> **TASK TO COMPLETE**
Would it be possible to reproduce every entry exactly, please?

> **THE DATA**
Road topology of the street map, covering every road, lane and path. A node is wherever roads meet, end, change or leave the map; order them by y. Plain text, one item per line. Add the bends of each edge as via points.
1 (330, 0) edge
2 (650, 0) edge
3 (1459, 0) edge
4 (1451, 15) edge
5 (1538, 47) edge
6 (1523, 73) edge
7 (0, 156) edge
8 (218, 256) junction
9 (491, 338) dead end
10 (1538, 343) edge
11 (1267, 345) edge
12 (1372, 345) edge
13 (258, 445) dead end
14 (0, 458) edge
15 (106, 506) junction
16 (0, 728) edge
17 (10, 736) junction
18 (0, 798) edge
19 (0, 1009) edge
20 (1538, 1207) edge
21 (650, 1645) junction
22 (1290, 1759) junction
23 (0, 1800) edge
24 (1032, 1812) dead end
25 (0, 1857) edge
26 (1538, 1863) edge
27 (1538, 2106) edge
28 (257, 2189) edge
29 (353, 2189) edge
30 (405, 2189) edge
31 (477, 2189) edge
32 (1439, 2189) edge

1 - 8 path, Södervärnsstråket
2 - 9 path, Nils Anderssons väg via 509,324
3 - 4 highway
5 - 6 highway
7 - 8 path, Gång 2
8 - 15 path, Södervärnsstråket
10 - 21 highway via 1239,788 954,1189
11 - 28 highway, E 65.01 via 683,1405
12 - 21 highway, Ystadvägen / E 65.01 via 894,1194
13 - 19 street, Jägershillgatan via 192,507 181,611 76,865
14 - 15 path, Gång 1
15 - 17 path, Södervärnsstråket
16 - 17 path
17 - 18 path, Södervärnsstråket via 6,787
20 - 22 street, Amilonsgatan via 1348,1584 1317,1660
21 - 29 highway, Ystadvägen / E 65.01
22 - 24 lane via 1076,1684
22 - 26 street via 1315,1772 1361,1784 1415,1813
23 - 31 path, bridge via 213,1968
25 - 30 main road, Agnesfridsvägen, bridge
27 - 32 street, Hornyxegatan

> **REPLY**
Road topology of the street map, covering every road, lane and path. A node is wherever roads meet, end, change or leave the map; order them by y. Plain text, one item per line. Add the bends of each edge as via points.
1 (330, 0) edge
2 (650, 0) edge
3 (1459, 0) edge
4 (1451, 15) edge
5 (1538, 47) edge
6 (1523, 73) edge
7 (0, 156) edge
8 (218, 256) junction
9 (491, 338) dead end
10 (1538, 343) edge
11 (1267, 345) edge
12 (1372, 345) edge
13 (258, 445) dead end
14 (0, 458) edge
15 (106, 506) junction
16 (0, 728) edge
17 (10, 736) junction
18 (0, 798) edge
19 (0, 1009) edge
20 (1538, 1207) edge
21 (650, 1645) junction
22 (1290, 1759) junction
23 (0, 1800) edge
24 (1032, 1812) dead end
25 (0, 1857) edge
26 (1538, 1863) edge
27 (1538, 2106) edge
28 (257, 2189) edge
29 (353, 2189) edge
30 (405, 2189) edge
31 (477, 2189) edge
32 (1439, 2189) edge

1 - 8 path, Södervärnsstråket
2 - 9 path, Nils Anderssons väg via 509,324
3 - 4 highway
5 - 6 highway
7 - 8 path, Gång 2
8 - 15 path, Södervärnsstråket
10 - 21 highway via 1239,788 954,1189
11 - 28 highway, E 65.01 via 683,1405
12 - 21 highway, Ystadvägen / E 65.01 via 894,1194
13 - 19 street, Jägershillgatan via 192,507 181,611 76,865
14 - 15 path, Gång 1
15 - 17 path, Södervärnsstråket
16 - 17 path
17 - 18 path, Södervärnsstråket via 6,787
20 - 22 street, Amilonsgatan via 1348,1584 1317,1660
21 - 29 highway, Ystadvägen / E 65.01
22 - 24 lane via 1076,1684
22 - 26 street via 1315,1772 1361,1784 1415,1813
23 - 31 path, bridge via 213,1968
25 - 30 main road, Agnesfridsvägen, bridge
27 - 32 street, Hornyxegatan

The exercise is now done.